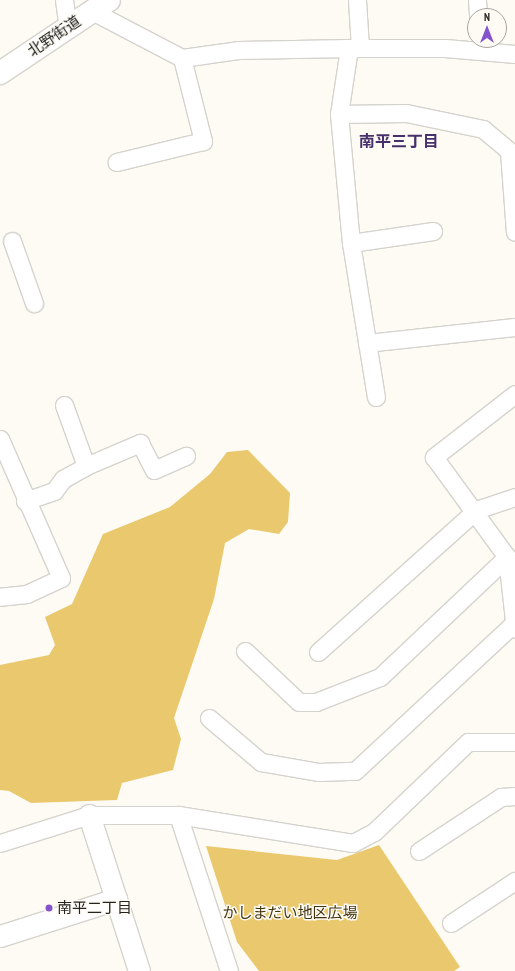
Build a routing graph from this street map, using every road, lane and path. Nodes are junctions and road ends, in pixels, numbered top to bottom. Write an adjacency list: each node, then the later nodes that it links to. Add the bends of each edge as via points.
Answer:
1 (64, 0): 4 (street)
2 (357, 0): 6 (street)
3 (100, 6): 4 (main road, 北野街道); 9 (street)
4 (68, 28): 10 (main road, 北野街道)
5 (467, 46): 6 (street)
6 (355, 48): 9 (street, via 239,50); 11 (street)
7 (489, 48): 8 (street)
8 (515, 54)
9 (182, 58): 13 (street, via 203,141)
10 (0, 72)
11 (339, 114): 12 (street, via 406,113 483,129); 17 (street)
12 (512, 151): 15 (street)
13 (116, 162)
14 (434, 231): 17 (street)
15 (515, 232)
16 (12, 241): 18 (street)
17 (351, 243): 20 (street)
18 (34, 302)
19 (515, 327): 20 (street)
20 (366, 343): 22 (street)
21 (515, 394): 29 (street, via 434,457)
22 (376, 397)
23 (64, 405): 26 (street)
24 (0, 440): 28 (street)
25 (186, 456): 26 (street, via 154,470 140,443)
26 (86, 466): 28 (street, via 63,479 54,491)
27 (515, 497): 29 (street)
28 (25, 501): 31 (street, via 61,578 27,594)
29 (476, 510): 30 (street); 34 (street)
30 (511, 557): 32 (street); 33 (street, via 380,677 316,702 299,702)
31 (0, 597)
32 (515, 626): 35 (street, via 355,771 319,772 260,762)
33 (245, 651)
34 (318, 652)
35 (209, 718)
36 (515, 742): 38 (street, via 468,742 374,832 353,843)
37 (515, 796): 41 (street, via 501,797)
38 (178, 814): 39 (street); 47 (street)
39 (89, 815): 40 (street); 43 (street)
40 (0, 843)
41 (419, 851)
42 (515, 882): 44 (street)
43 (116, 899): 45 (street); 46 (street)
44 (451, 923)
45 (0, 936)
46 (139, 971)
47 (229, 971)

▬▬▬

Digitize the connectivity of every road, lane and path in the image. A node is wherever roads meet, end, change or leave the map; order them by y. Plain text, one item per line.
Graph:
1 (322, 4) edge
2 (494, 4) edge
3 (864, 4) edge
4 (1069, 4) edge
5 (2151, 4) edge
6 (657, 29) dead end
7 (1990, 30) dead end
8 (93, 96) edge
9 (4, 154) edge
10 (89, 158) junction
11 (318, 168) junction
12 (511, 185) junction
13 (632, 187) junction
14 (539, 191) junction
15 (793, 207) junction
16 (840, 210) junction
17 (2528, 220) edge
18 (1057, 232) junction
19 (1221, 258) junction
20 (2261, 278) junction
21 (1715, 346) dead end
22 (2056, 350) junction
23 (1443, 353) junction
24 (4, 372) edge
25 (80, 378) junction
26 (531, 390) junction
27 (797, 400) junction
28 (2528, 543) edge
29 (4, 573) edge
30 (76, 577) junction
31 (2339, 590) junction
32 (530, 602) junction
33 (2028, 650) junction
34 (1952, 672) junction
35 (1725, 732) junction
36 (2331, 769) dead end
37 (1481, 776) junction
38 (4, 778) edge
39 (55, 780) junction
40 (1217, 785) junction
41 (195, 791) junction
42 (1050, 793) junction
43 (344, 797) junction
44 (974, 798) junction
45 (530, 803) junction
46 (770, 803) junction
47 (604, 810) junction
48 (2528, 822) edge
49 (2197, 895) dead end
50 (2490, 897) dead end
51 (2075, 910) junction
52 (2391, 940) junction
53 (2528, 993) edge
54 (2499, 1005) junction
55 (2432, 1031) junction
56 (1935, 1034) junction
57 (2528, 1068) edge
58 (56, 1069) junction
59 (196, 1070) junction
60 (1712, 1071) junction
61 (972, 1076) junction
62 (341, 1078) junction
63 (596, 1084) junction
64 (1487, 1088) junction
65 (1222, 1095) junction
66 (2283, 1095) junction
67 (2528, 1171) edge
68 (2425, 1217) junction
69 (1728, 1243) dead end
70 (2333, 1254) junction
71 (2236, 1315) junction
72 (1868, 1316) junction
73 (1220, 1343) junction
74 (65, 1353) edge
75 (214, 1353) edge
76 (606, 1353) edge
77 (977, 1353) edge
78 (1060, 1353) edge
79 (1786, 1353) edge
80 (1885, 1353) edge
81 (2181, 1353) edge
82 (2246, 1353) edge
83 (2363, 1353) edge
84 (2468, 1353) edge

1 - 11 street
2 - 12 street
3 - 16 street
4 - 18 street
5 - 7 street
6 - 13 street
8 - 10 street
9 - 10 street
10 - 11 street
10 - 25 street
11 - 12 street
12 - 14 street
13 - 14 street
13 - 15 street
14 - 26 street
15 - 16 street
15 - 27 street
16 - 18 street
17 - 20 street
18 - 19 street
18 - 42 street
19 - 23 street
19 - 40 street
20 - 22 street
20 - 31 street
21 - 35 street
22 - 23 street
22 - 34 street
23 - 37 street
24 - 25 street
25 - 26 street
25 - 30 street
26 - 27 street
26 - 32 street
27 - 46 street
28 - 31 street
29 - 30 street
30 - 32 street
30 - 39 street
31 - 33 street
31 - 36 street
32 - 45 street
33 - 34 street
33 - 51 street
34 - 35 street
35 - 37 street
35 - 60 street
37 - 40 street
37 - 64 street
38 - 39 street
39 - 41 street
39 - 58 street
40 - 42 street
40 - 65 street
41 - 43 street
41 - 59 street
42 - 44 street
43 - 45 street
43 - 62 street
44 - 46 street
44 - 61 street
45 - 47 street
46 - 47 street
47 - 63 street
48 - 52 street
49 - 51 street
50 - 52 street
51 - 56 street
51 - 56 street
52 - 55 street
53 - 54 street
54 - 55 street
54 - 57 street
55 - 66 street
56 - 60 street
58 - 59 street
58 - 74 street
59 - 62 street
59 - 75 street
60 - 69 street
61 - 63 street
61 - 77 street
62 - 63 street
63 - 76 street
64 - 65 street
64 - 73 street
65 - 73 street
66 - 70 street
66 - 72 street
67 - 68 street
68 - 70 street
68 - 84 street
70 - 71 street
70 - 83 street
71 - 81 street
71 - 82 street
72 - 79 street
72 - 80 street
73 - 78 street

▬▬▬

(Task brief):
Report how many lines above hold "lane", number only.

(Written solution):
2